GOAL OF THE EXERCISE » Filter out every line below that lacks "where", and copy the rest.

-=-=-=-=-

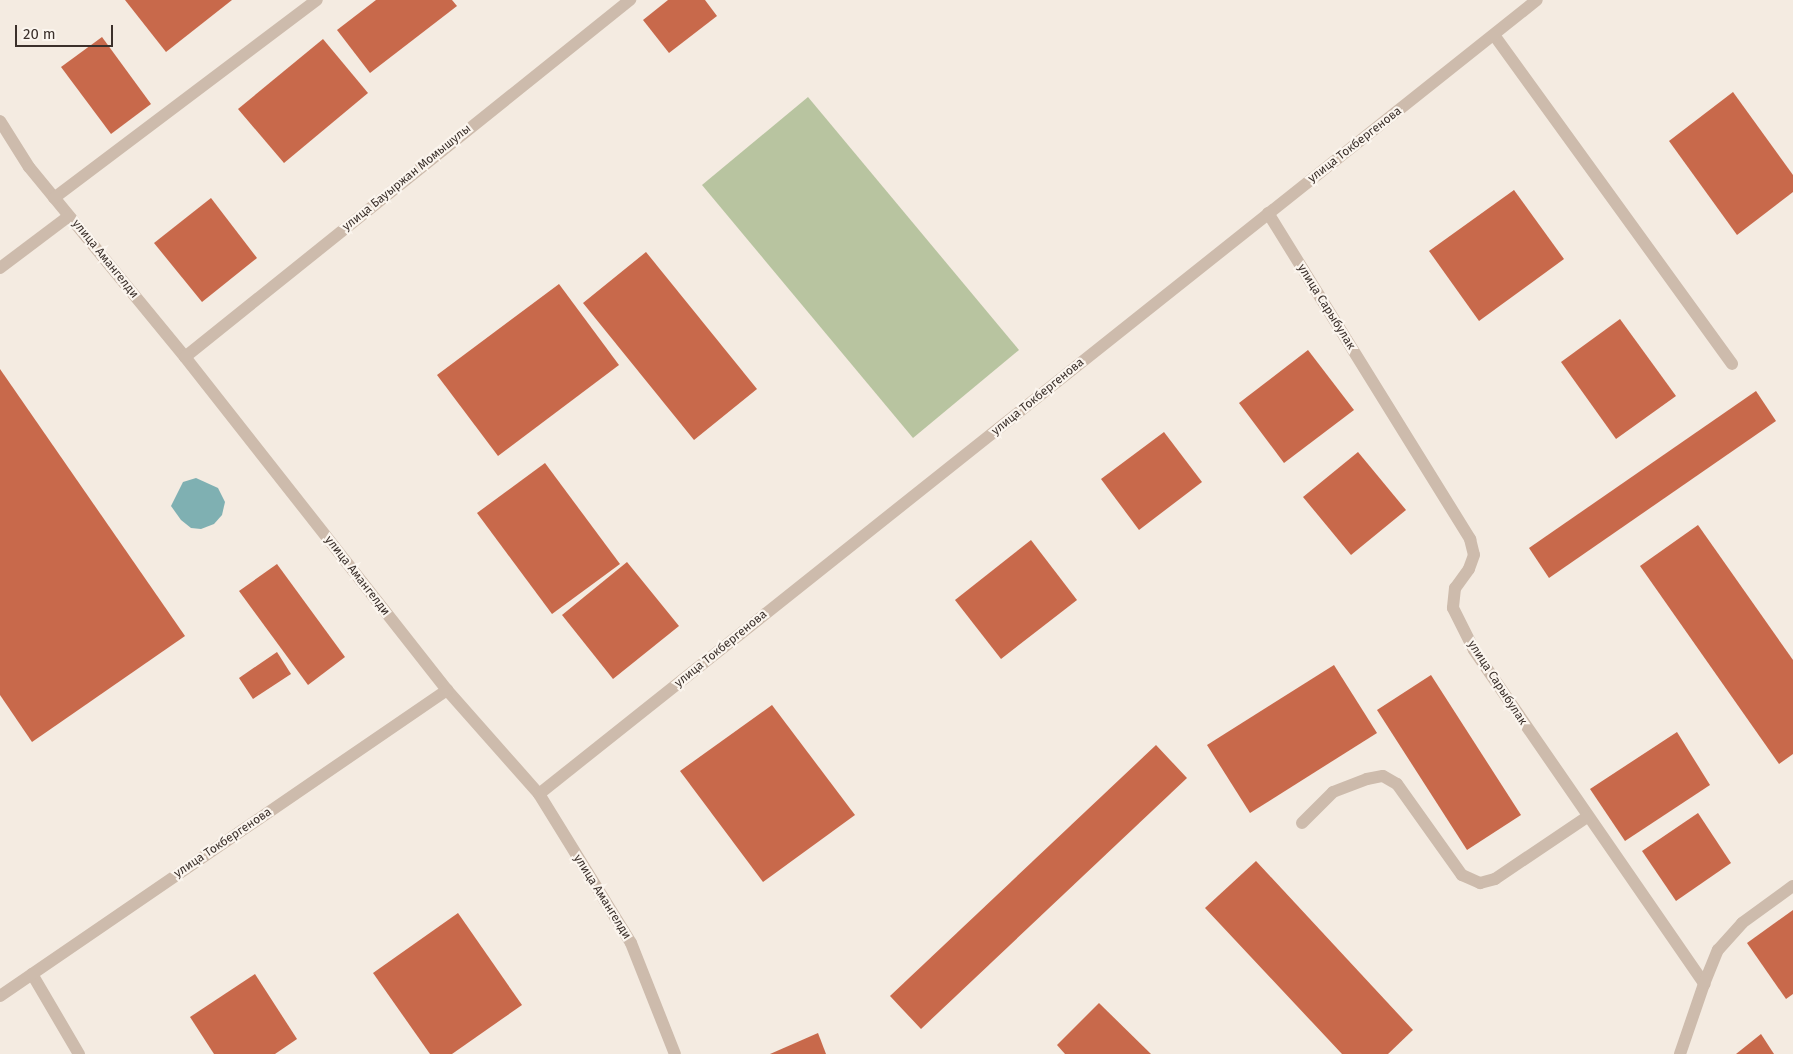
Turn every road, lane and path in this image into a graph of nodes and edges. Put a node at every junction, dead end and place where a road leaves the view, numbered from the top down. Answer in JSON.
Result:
{"nodes":[{"id":1,"x":317,"y":0,"type":"edge"},
{"id":2,"x":630,"y":0,"type":"edge"},
{"id":3,"x":1537,"y":0,"type":"edge"},
{"id":4,"x":1494,"y":35,"type":"junction"},
{"id":5,"x":0,"y":121,"type":"edge"},
{"id":6,"x":54,"y":198,"type":"junction"},
{"id":7,"x":1268,"y":213,"type":"junction"},
{"id":8,"x":69,"y":216,"type":"junction"},
{"id":9,"x":0,"y":268,"type":"edge"},
{"id":10,"x":185,"y":357,"type":"junction"},
{"id":11,"x":1732,"y":364,"type":"dead end"},
{"id":12,"x":447,"y":690,"type":"junction"},
{"id":13,"x":539,"y":794,"type":"junction"},
{"id":14,"x":1587,"y":817,"type":"junction"},
{"id":15,"x":1302,"y":824,"type":"dead end"},
{"id":16,"x":1793,"y":886,"type":"edge"},
{"id":17,"x":32,"y":974,"type":"junction"},
{"id":18,"x":1704,"y":984,"type":"junction"},
{"id":19,"x":0,"y":996,"type":"edge"},
{"id":20,"x":79,"y":1054,"type":"edge"},
{"id":21,"x":675,"y":1054,"type":"edge"},
{"id":22,"x":1680,"y":1054,"type":"edge"}],
"edges":[{"from":1,"to":6,"type":"street"},
{"from":2,"to":10,"type":"street","name":"улица Бауыржан Момышулы"},
{"from":3,"to":4,"type":"street","name":"улица Токбергенова"},
{"from":4,"to":7,"type":"street","name":"улица Токбергенова"},
{"from":4,"to":11,"type":"street"},
{"from":5,"to":6,"type":"street","name":"улица Амангелди"},
{"from":6,"to":8,"type":"street","name":"улица Амангелди"},
{"from":7,"to":13,"type":"street","name":"улица Токбергенова"},
{"from":7,"to":14,"type":"street","name":"улица Сарыбулак"},
{"from":8,"to":9,"type":"street"},
{"from":8,"to":10,"type":"street","name":"улица Амангелди"},
{"from":10,"to":12,"type":"street","name":"улица Амангелди"},
{"from":12,"to":13,"type":"street","name":"улица Амангелди"},
{"from":12,"to":17,"type":"street","name":"улица Токбергенова"},
{"from":13,"to":21,"type":"street","name":"улица Амангелди"},
{"from":14,"to":15,"type":"street"},
{"from":14,"to":18,"type":"street","name":"улица Сарыбулак"},
{"from":16,"to":18,"type":"street"},
{"from":17,"to":19,"type":"street","name":"улица Токбергенова"},
{"from":17,"to":20,"type":"street"},
{"from":18,"to":22,"type":"street"}]}
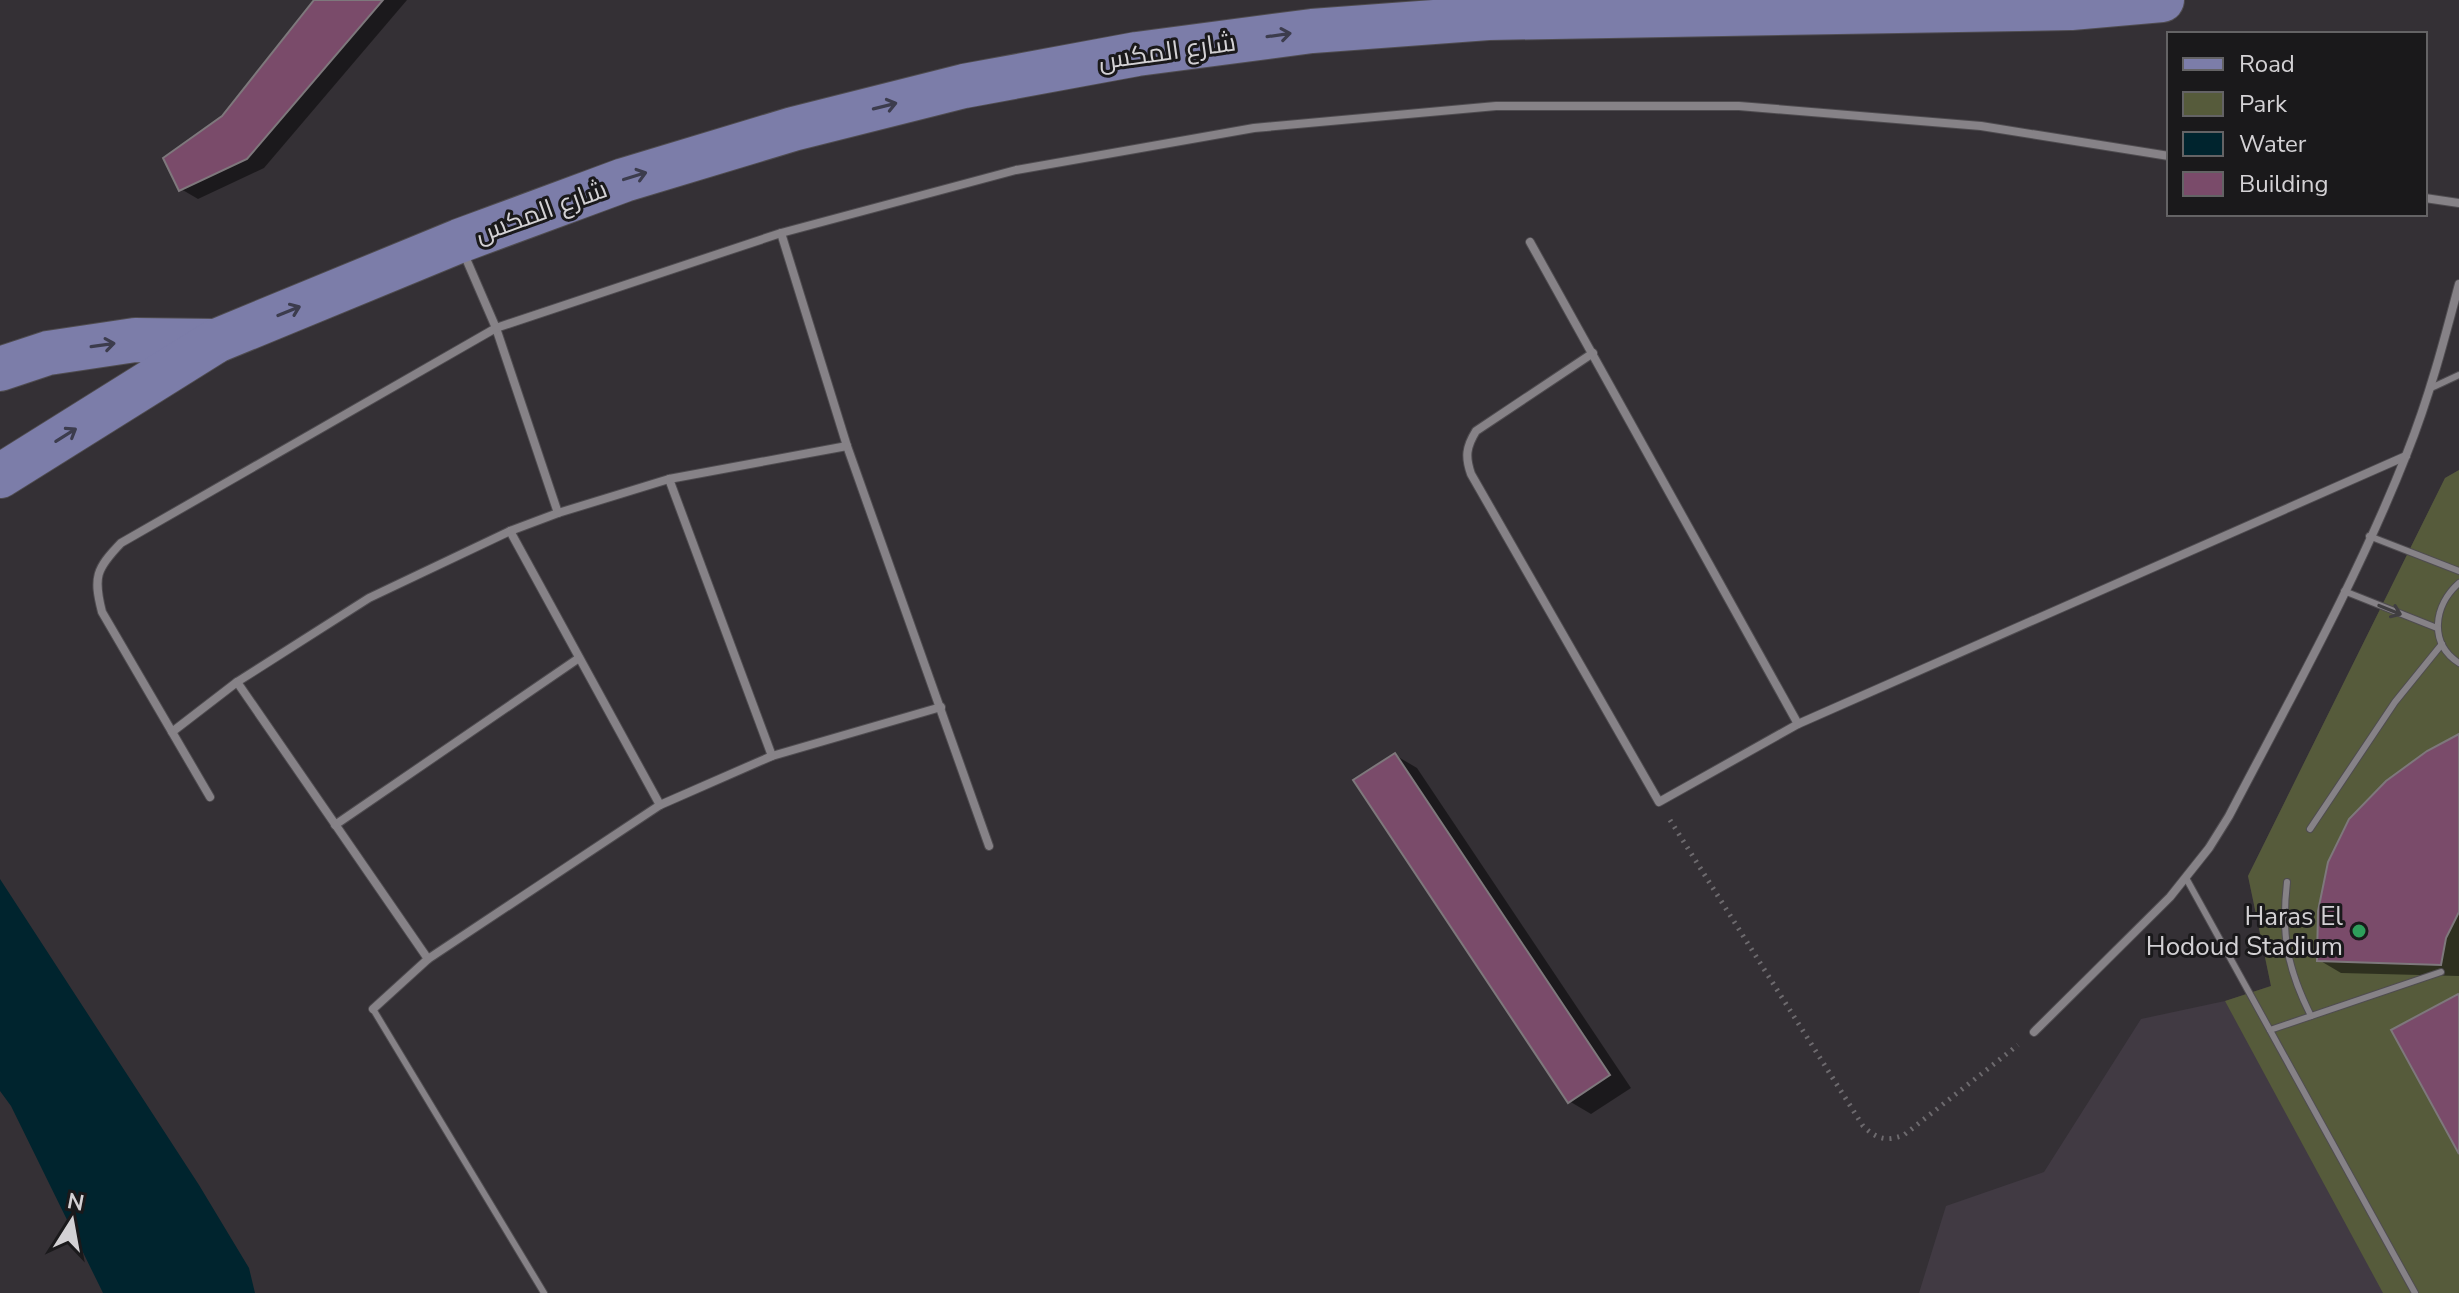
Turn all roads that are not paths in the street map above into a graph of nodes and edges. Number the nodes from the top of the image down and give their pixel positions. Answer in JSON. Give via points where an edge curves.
{"nodes":[{"id":1,"x":2162,"y":0,"type":"edge"},
{"id":2,"x":2167,"y":156,"type":"edge"},
{"id":3,"x":2427,"y":198,"type":"edge"},
{"id":4,"x":2459,"y":203,"type":"edge"},
{"id":5,"x":781,"y":233,"type":"junction"},
{"id":6,"x":459,"y":241,"type":"junction"},
{"id":7,"x":1530,"y":242,"type":"dead end"},
{"id":8,"x":2459,"y":284,"type":"edge"},
{"id":9,"x":496,"y":328,"type":"junction"},
{"id":10,"x":216,"y":341,"type":"junction"},
{"id":11,"x":1593,"y":353,"type":"junction"},
{"id":12,"x":0,"y":369,"type":"edge"},
{"id":13,"x":2459,"y":375,"type":"edge"},
{"id":14,"x":2431,"y":388,"type":"junction"},
{"id":15,"x":847,"y":446,"type":"junction"},
{"id":16,"x":2406,"y":456,"type":"junction"},
{"id":17,"x":0,"y":476,"type":"edge"},
{"id":18,"x":669,"y":479,"type":"junction"},
{"id":19,"x":558,"y":513,"type":"junction"},
{"id":20,"x":510,"y":531,"type":"junction"},
{"id":21,"x":2369,"y":536,"type":"junction"},
{"id":22,"x":2459,"y":571,"type":"edge"},
{"id":23,"x":2459,"y":583,"type":"edge"},
{"id":24,"x":2344,"y":591,"type":"junction"},
{"id":25,"x":2437,"y":628,"type":"junction"},
{"id":26,"x":2442,"y":644,"type":"junction"},
{"id":27,"x":579,"y":658,"type":"junction"},
{"id":28,"x":2459,"y":663,"type":"edge"},
{"id":29,"x":237,"y":682,"type":"junction"},
{"id":30,"x":941,"y":707,"type":"junction"},
{"id":31,"x":1798,"y":724,"type":"junction"},
{"id":32,"x":172,"y":732,"type":"junction"},
{"id":33,"x":772,"y":756,"type":"junction"},
{"id":34,"x":210,"y":797,"type":"dead end"},
{"id":35,"x":660,"y":805,"type":"junction"},
{"id":36,"x":335,"y":825,"type":"junction"},
{"id":37,"x":2310,"y":829,"type":"dead end"},
{"id":38,"x":989,"y":846,"type":"dead end"},
{"id":39,"x":2186,"y":878,"type":"junction"},
{"id":40,"x":2287,"y":882,"type":"dead end"},
{"id":41,"x":428,"y":959,"type":"junction"},
{"id":42,"x":2441,"y":972,"type":"dead end"},
{"id":43,"x":373,"y":1009,"type":"joint"},
{"id":44,"x":2311,"y":1016,"type":"junction"},
{"id":45,"x":2270,"y":1030,"type":"junction"},
{"id":46,"x":2034,"y":1032,"type":"road end"},
{"id":47,"x":544,"y":1293,"type":"edge"},
{"id":48,"x":2415,"y":1293,"type":"edge"}],
"edges":[{"from":6,"to":1,"type":"main road","name":"شارع المكس","one_way":true,"via":[[624,180],[793,129],[964,86],[1137,54],[1312,31],[1488,18],[2071,8]]},
{"from":2,"to":5,"type":"street","via":[[1981,126],[1739,106],[1496,106],[1254,128],[1016,170]]},
{"from":3,"to":4,"type":"street"},
{"from":5,"to":9,"type":"street"},
{"from":5,"to":15,"type":"street"},
{"from":6,"to":9,"type":"street"},
{"from":10,"to":6,"type":"main road","name":"شارع المكس","one_way":true},
{"from":7,"to":11,"type":"street"},
{"from":8,"to":14,"type":"street"},
{"from":9,"to":19,"type":"street"},
{"from":9,"to":32,"type":"street","via":[[121,543],[103,562],[96,587],[102,612]]},
{"from":12,"to":10,"type":"main road","name":"شارع المكس","one_way":true,"via":[[48,353],[135,340]]},
{"from":17,"to":10,"type":"main road","name":"شارع المكس","one_way":true},
{"from":11,"to":31,"type":"street"},
{"from":11,"to":31,"type":"street","via":[[1476,431],[1465,458],[1471,474],[1659,802]]},
{"from":13,"to":14,"type":"lane"},
{"from":14,"to":16,"type":"street"},
{"from":15,"to":18,"type":"street"},
{"from":15,"to":30,"type":"street"},
{"from":16,"to":21,"type":"street"},
{"from":16,"to":31,"type":"street"},
{"from":18,"to":19,"type":"street"},
{"from":18,"to":33,"type":"street"},
{"from":19,"to":20,"type":"street"},
{"from":20,"to":27,"type":"street"},
{"from":20,"to":29,"type":"street","via":[[369,598]]},
{"from":21,"to":22,"type":"lane"},
{"from":21,"to":24,"type":"street"},
{"from":23,"to":25,"type":"lane","via":[[2445,596]]},
{"from":24,"to":25,"type":"lane","one_way":true},
{"from":24,"to":39,"type":"street","via":[[2229,816]]},
{"from":25,"to":26,"type":"lane"},
{"from":26,"to":28,"type":"lane"},
{"from":26,"to":37,"type":"lane","via":[[2395,702]]},
{"from":27,"to":35,"type":"street"},
{"from":27,"to":36,"type":"street"},
{"from":29,"to":32,"type":"street"},
{"from":29,"to":36,"type":"street"},
{"from":30,"to":33,"type":"street"},
{"from":30,"to":38,"type":"street"},
{"from":32,"to":34,"type":"street"},
{"from":33,"to":35,"type":"street"},
{"from":35,"to":41,"type":"street"},
{"from":36,"to":41,"type":"street"},
{"from":39,"to":45,"type":"lane"},
{"from":39,"to":46,"type":"street"},
{"from":40,"to":44,"type":"lane","via":[[2286,951]]},
{"from":41,"to":43,"type":"street"},
{"from":42,"to":44,"type":"lane"},
{"from":43,"to":47,"type":"lane"},
{"from":44,"to":45,"type":"lane"},
{"from":45,"to":48,"type":"lane"}]}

-=-=-=-=-

RESPONSE TO THIS TASK »
Turn every road, lane and path in this image into a graph of nodes and edges. Put a node at every junction, dead end and place where a road leaves the view, numbered from the top down. Answer in JSON.
Turn all roads that are not paths in the street map above into a graph of nodes and edges. Number the nodes from the top of the image down and give their pixel positions. Answer in JSON. Give via points where an edge curves.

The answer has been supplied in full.